The Day Man Lost: Hiroshima, 6 August, 1945 (1972)
This is another book on the events leading up to the bombing of Hiroshima, and the bombing itself. I'll just cover a few of the points that the book makes.
Oddly enough, the book starts out attacking another book.
”I must conclude that Japan's Imperial Conspiracy is not a history but an unfounded character assassination based on one man's fantasy.”
Japan's Imperial Conspiracy is a massive two-volume work and, from what I have read in it, in my opinion, at least, it seems to be far from a “fantasy,” but a book that is backed up by a very great deal of evidence.
The author says that the Japanese people seemed to be united in their desire to fight to the end, although the air raids were “undermining that intention.”
The author says that several groups were working towards peace secretly since they did not want to be caught since Japan did not have freedom of speech at the time.

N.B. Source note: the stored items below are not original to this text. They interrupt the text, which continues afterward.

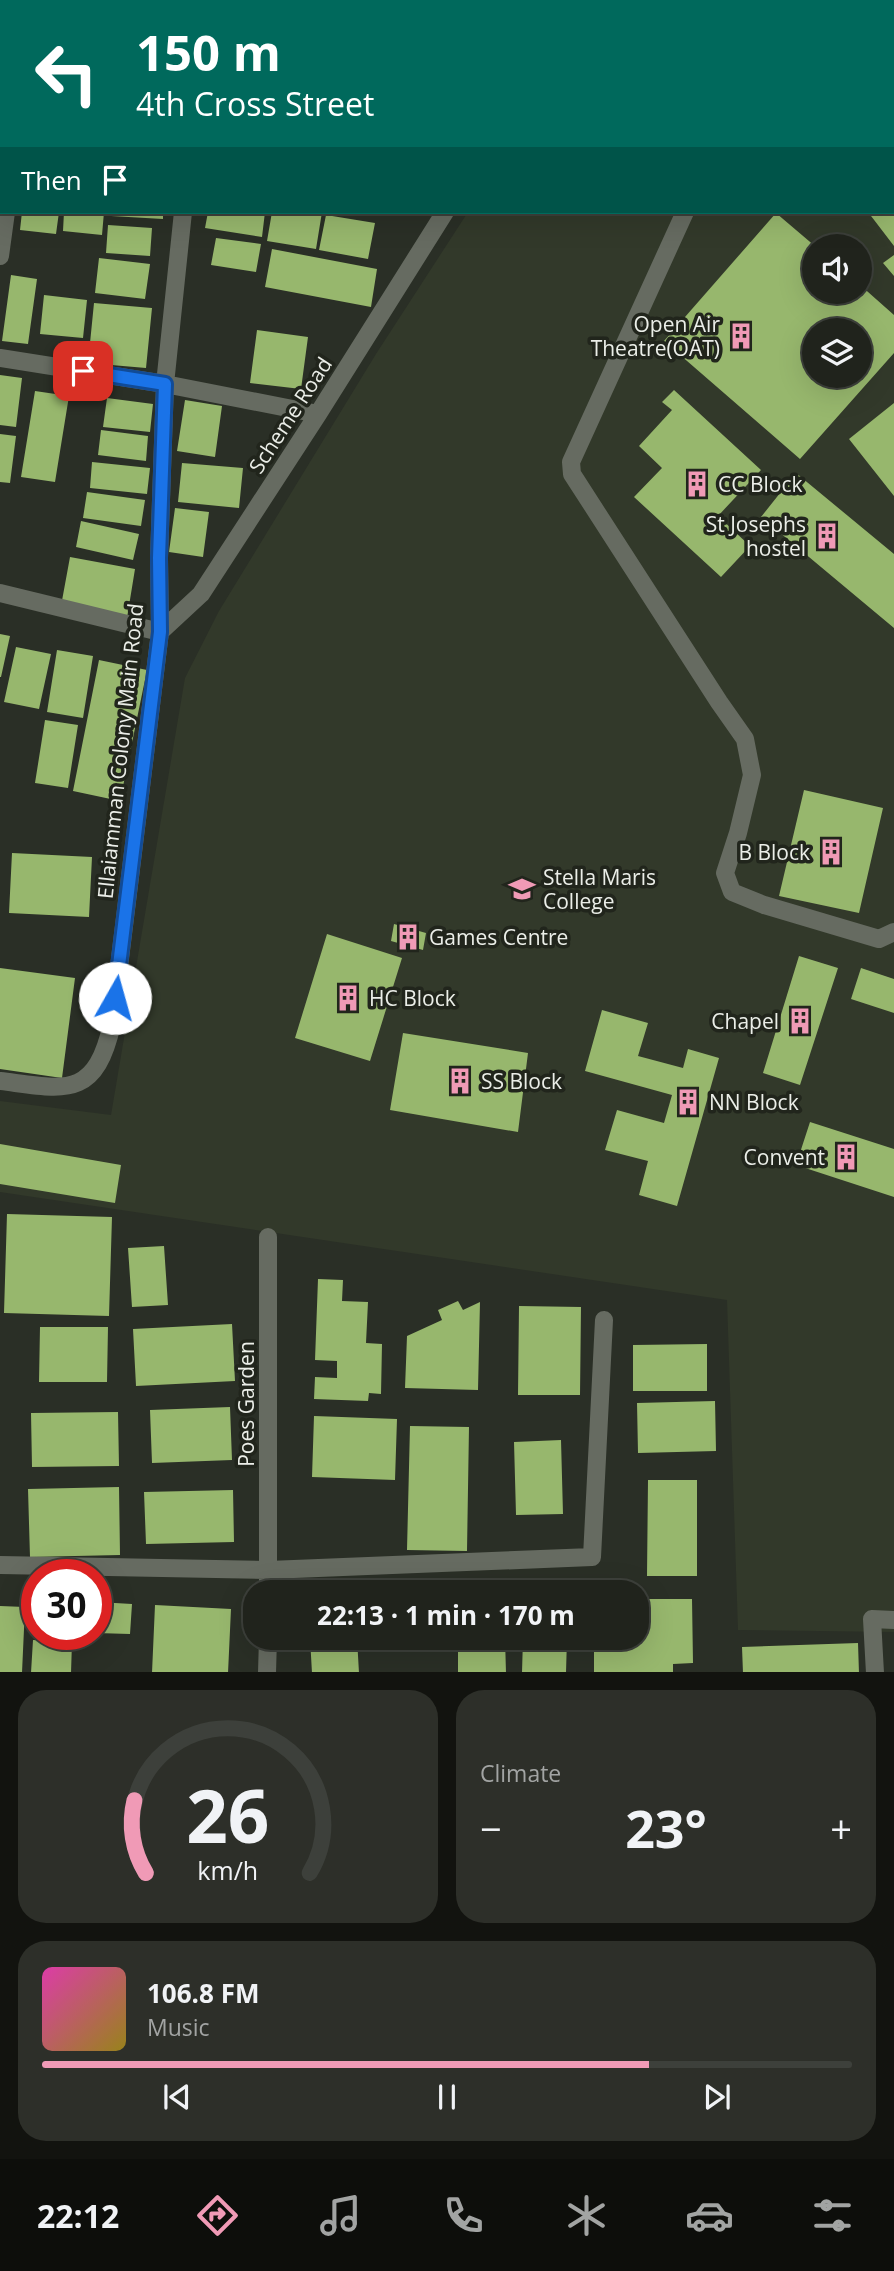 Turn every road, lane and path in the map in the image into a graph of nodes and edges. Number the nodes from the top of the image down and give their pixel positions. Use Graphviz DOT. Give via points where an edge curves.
graph roads {
  1 [pos="6,214"];
  2 [pos="183,214"];
  3 [pos="444,214"];
  4 [pos="684,214"];
  5 [pos="0,256"];
  6 [pos="0,358"];
  7 [pos="165,384"];
  8 [pos="318,414"];
  9 [pos="0,593"];
  10 [pos="160,632"];
  11 [pos="894,932"];
  12 [pos="0,1081"];
  13 [pos="268,1237"];
  14 [pos="604,1320"];
  15 [pos="0,1565"];
  16 [pos="269,1570"];
  17 [pos="269,1580"];
  18 [pos="894,1620"];
  19 [pos="268,1650"];
  20 [pos="267,1672"];
  21 [pos="876,1672"];
  1 -- 5 [label="street"];
  2 -- 7 [label="street, Ellaiamman Colony Main Road"];
  3 -- 8 [label="street, Scheme Road"];
  4 -- 11 [label="street" via="571,462 572,474 745,740 752,775 725,873 732,892 879,939"];
  6 -- 7 [label="street"];
  7 -- 8 [label="street"];
  7 -- 10 [label="street, Ellaiamman Colony Main Road"];
  8 -- 10 [label="street, Scheme Road" via="201,594"];
  9 -- 10 [label="street"];
  10 -- 12 [label="street, Ellaiamman Colony Main Road" via="106,1050 94,1073 75,1085 46,1087"];
  13 -- 16 [label="street, Poes Garden"];
  14 -- 16 [label="street" via="592,1557"];
  15 -- 16 [label="street"];
  16 -- 17 [label="street, Poes Garden"];
  18 -- 21 [label="street" via="872,1619"];
  19 -- 20 [label="street"];
}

The author says that the neighborhood associations were extremely important in keeping the population under proper thought control.
The people of Hiroshima were depending on their rivers to help protect them from firebombing. They had heard stories from people from other cities that had been firebombed, but it was not safe to tell such stories since the thought control police, the Kempai tai, acted strongly against anyone saying anything bad about the situation.
The author notes that, as far as the “home guard” goes, not only were they going to use bamboo spears, but they were going to be given bows and arrows, sickles, and old-fashioned rifles (which sound like the flintlock muskets used in the US in the 1700's and early 1800's.)
There was also a plan to put people in holes with a two-day supply of food. They would have a bomb, and their duty was to run out and hurl the bomb at a tank. The bomb had only a three-second delay, so it was a suicide mission.